Perhaps the solution is in process. I’ve only seen one version of the name and logo for the new Olympic distance races and they don’t call it Ironman (thank goodness). They have named the course the “5150 Triathlon Series” cleverly using the “I” in Ironman instead of the number one on the 5150. Hopefully they will avoid using the M-Dot and save it for their main event, 140.6. Ironman distance mile.

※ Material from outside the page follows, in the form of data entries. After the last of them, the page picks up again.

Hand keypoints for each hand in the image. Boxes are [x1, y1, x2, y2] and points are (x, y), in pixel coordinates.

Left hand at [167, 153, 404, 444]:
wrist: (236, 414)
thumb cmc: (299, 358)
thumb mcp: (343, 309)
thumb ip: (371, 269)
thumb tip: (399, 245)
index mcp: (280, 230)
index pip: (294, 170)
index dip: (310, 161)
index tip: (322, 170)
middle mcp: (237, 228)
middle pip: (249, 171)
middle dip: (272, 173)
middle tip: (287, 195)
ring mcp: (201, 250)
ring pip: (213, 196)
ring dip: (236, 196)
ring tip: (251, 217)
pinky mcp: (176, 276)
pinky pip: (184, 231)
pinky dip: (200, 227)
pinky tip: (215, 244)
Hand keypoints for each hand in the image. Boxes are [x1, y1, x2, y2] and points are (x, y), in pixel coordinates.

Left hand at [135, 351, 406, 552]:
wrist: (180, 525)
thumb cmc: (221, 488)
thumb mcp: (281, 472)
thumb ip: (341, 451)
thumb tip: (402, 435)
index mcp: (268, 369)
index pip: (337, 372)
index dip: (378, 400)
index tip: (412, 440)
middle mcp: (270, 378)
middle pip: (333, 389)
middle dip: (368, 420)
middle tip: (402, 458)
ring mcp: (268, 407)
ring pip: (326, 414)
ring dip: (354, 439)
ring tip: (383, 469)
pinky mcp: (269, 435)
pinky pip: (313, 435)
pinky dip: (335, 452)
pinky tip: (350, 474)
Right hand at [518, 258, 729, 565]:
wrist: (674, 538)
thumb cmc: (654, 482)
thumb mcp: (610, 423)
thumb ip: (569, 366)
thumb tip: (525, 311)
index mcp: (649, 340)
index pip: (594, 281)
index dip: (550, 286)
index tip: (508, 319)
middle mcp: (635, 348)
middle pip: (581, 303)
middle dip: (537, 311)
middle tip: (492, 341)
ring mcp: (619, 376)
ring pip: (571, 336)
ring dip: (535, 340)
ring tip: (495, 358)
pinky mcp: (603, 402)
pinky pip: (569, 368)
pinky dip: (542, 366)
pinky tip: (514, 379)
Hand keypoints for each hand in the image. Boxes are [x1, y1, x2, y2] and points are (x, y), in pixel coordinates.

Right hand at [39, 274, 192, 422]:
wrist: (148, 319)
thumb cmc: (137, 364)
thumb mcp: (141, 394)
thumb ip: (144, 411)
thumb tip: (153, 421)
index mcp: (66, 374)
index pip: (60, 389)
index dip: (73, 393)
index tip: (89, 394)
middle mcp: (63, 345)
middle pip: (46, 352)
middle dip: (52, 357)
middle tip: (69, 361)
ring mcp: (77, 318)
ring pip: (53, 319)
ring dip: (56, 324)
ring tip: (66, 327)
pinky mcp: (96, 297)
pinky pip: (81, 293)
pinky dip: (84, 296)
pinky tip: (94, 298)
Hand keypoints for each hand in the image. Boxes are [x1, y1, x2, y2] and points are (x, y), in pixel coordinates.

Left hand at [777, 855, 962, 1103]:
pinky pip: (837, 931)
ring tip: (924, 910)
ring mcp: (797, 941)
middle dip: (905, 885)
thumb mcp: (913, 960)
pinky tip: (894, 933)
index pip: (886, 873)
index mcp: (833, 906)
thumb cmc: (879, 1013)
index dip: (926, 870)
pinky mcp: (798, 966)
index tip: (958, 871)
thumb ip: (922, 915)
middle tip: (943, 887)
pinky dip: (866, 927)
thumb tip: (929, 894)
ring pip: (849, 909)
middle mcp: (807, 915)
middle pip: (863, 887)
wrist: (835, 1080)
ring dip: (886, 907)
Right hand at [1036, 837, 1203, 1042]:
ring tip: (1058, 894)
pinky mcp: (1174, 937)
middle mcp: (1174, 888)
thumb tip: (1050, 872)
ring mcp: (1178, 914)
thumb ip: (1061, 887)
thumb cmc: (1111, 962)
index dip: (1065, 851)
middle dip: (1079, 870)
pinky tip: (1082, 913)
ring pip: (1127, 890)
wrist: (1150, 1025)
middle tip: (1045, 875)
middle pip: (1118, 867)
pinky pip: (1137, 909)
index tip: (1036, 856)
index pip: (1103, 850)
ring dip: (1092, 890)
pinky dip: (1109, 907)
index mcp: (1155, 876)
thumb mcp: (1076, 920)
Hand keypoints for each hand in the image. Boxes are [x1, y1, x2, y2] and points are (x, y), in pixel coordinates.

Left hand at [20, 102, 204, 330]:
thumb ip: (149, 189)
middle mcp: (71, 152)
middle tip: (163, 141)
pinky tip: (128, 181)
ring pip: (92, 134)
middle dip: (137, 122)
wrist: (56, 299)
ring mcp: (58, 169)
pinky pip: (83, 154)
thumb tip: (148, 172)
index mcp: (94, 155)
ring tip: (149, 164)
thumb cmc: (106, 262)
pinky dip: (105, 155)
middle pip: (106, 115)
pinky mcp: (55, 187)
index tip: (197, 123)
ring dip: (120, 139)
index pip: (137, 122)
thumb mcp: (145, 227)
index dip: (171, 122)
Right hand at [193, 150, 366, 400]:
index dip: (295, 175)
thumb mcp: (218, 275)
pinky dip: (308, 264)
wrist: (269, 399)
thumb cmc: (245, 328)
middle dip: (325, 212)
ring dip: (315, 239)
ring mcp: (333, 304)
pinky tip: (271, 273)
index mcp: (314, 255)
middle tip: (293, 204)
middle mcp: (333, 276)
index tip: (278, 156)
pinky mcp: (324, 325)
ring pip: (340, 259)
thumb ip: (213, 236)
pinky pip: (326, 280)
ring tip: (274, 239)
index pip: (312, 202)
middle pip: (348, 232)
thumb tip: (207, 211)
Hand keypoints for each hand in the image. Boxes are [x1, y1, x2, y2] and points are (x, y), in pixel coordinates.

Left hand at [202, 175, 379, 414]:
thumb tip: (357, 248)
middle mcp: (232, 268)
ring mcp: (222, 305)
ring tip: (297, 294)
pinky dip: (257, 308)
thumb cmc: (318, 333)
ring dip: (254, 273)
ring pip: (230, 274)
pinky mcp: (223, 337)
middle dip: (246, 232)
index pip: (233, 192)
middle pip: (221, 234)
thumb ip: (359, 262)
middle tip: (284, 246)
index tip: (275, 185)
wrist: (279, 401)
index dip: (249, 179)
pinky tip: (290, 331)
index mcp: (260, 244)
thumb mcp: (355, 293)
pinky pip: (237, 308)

The next step for redemption would be to rename the 70.3-mile races. I have no bone to choose from with these breeds. I actually love this distance and make them myself. But a 70.3 is not an Ironman. I’m not in the business of naming events, but I’d recommend using the same logic implemented for the 5150 series. Call it something totally different and bind the master flag in some passive way. Either way, and I’ll say it again, find a new naming convention because 70.3 miles just isn’t an Ironman.

The Ironman brand has grown and lives far from its Hawaiian roots. It is true that there is a fine line between using the brand to promote the sport and damaging it through missteps and overexposure. Hopefully the 5150 series is the start of a proper way to manage such a coveted name.